PROBLEM:
Give back the full listing as written. No pictures go with it.

EXCERPTED DATA:
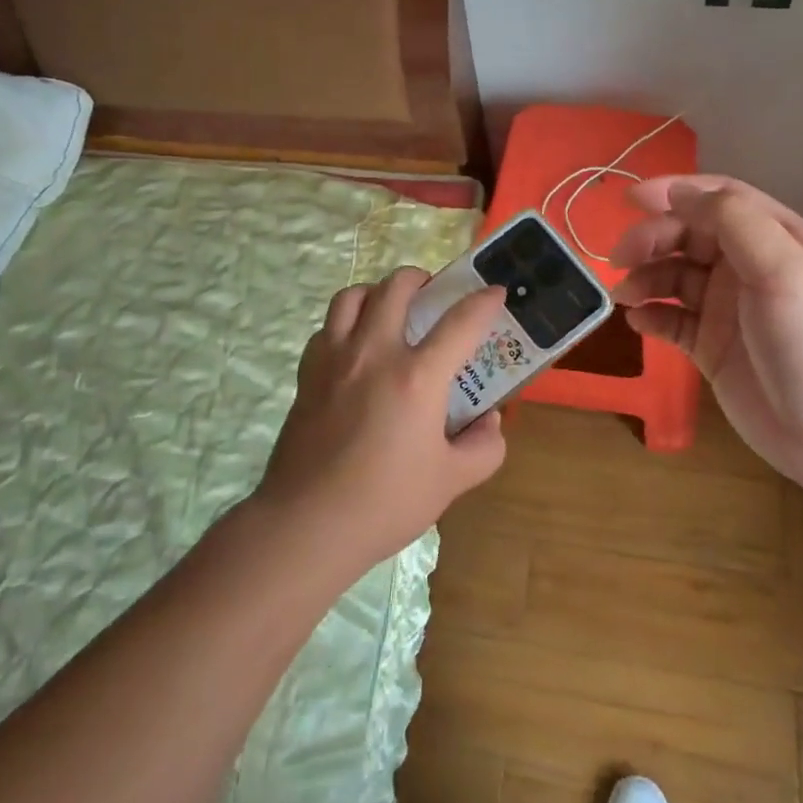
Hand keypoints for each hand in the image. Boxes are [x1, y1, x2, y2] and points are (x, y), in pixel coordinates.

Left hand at [254, 267, 508, 574]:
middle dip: (421, 278)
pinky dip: (346, 323)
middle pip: (396, 287)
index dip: (483, 301)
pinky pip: (327, 328)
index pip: (460, 322)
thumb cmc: (385, 503)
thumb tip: (490, 421)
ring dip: (378, 292)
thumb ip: (483, 446)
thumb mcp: (451, 481)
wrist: (308, 524)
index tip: (495, 292)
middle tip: (433, 294)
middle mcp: (375, 353)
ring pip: (353, 296)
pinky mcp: (308, 373)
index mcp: (417, 377)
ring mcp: (335, 359)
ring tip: (390, 308)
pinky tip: (356, 346)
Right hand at [611, 175, 802, 489]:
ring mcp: (729, 309)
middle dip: (652, 239)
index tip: (629, 200)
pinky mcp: (713, 348)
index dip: (673, 192)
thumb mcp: (784, 270)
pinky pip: (672, 320)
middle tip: (620, 258)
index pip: (718, 198)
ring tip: (625, 296)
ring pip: (675, 276)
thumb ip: (732, 221)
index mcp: (775, 239)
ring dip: (646, 277)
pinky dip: (651, 315)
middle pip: (689, 234)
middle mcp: (749, 267)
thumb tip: (679, 192)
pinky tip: (638, 322)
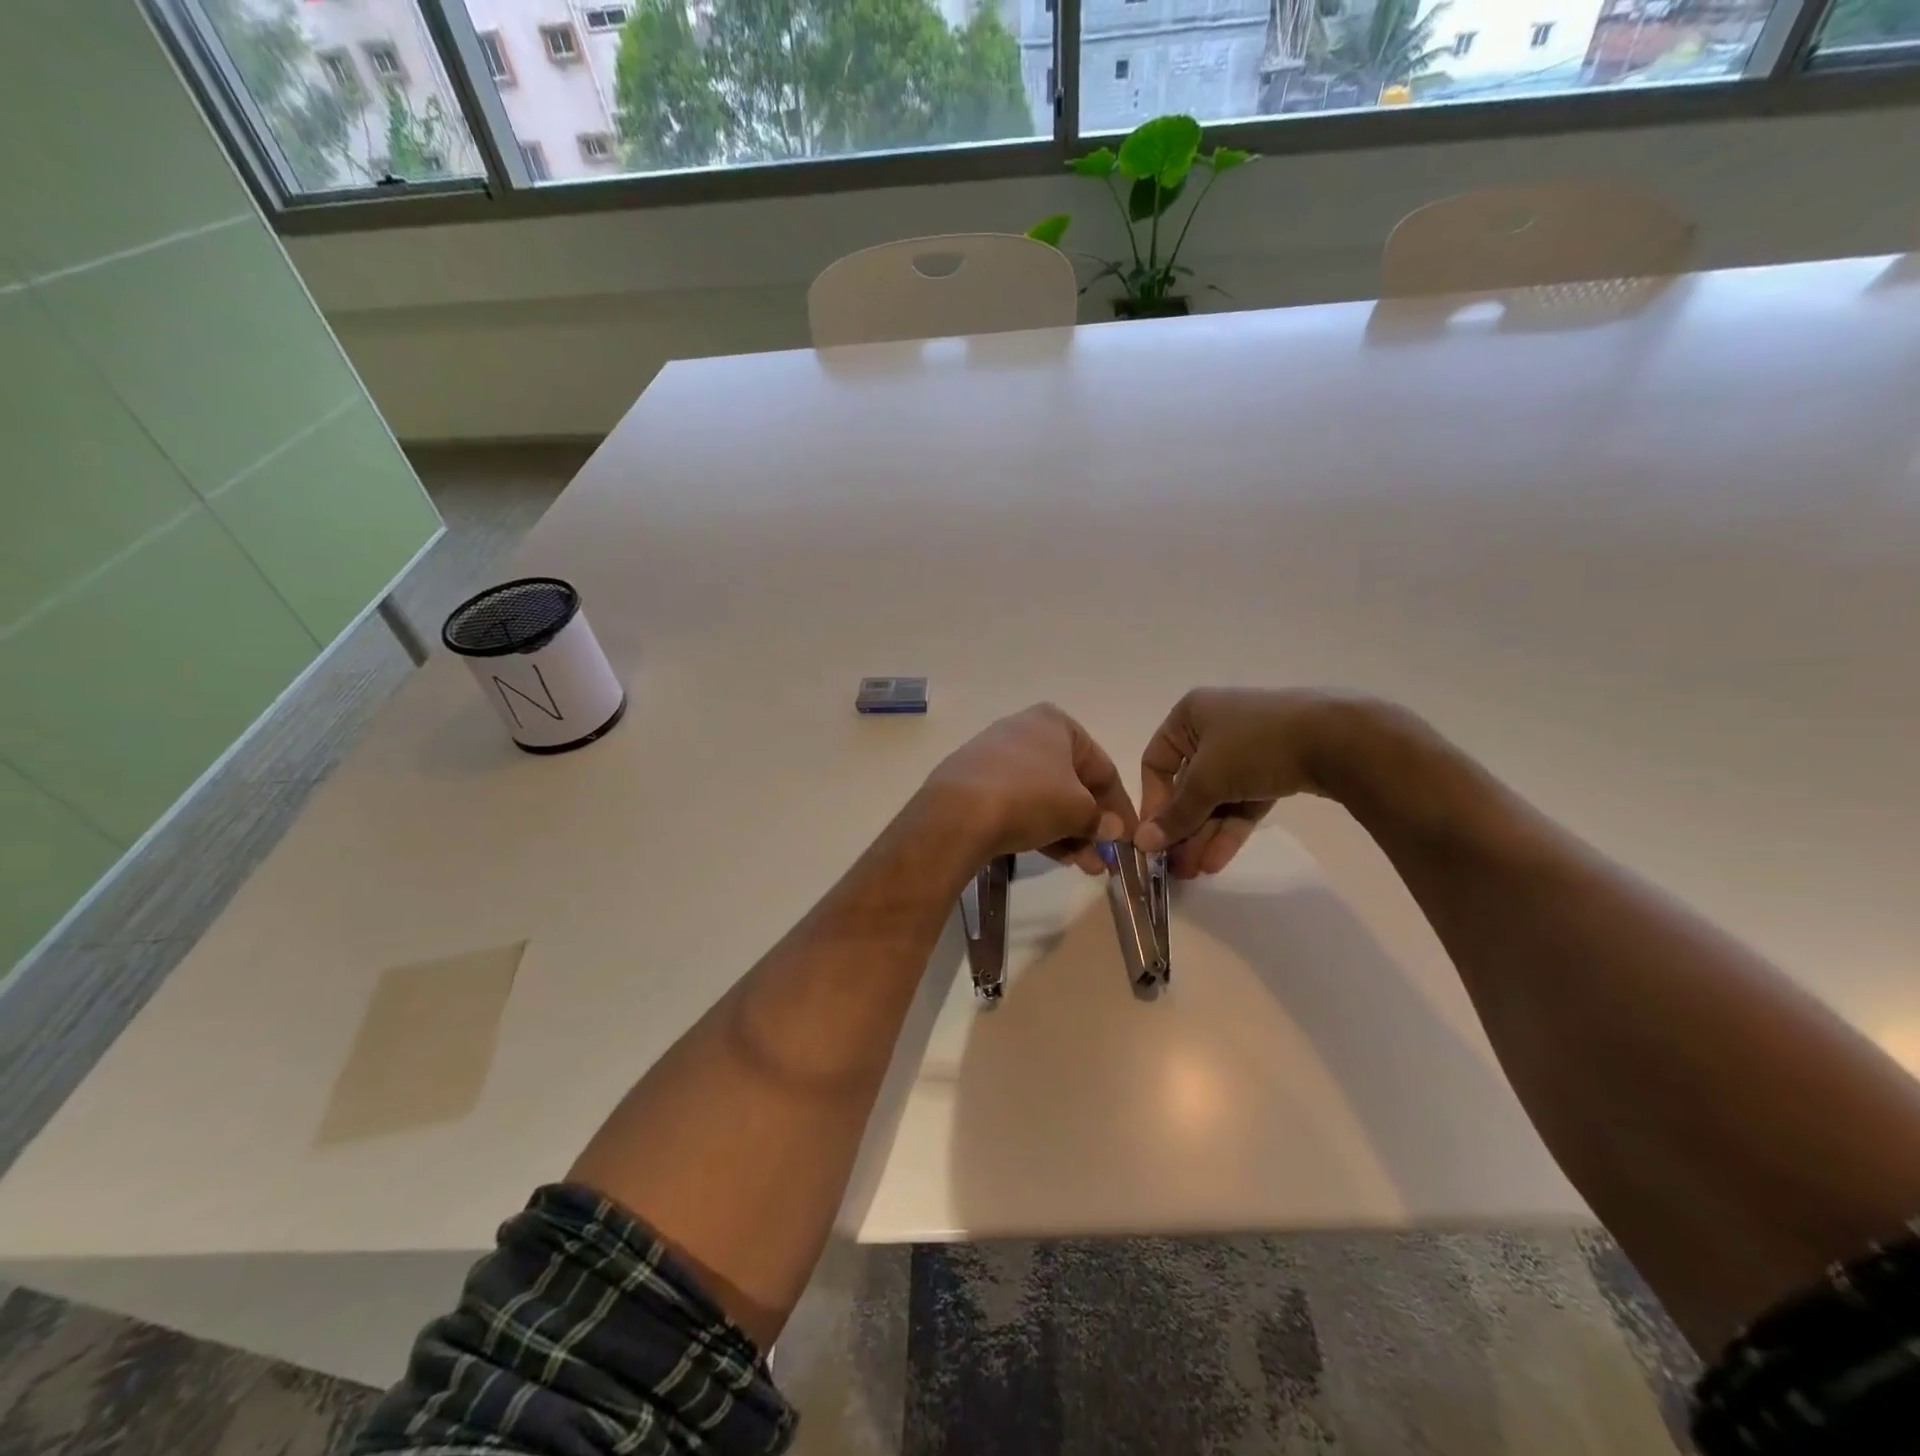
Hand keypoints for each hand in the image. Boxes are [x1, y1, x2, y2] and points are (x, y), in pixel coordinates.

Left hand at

TASK OUTPUT:
Hand keypoints for each hand in the image. Boxes are [x1, y1, x2, y2] and points are (x, y), in pixel coordinates.

Left hand at [254, 267, 508, 574]:
middle dip: (421, 278)
pinky dip: (346, 323)
middle pip: (396, 287)
index dip: (483, 301)
pinky pip: (327, 328)
index pip: (460, 322)
thumb cmc: (385, 503)
thumb tip: (490, 421)
ring dip: (378, 292)
thumb ip: (483, 446)
thumb mcp: (451, 481)
wrist: (308, 524)
index tip: (495, 292)
middle tip: (433, 294)
middle mcp: (375, 353)
ring pip: (353, 296)
pinky mcp: (308, 373)
index mcp: (417, 377)
ring mcp: (335, 359)
ring tip: (390, 308)
pinky tip: (356, 346)
Right hand at [611, 175, 802, 489]:
ring mcp: (729, 309)
middle dip: (652, 239)
index tip: (629, 200)
pinky mcp: (713, 348)
index dip: (673, 192)
thumb mcp: (784, 270)
pinky pip: (672, 320)
middle tip: (620, 258)
index pip: (718, 198)
ring tip: (625, 296)
ring pip: (675, 276)
thumb ip: (732, 221)
index mcp: (775, 239)
ring dip: (646, 277)
pinky dip: (651, 315)
middle pip: (689, 234)
middle mcp: (749, 267)
thumb tip: (679, 192)
pinky tip: (638, 322)
Hand keypoints for each hand in the image. Boxes are [x1, y1, x2, y2] and points are (x, y), in pixel coordinates.

Left hand at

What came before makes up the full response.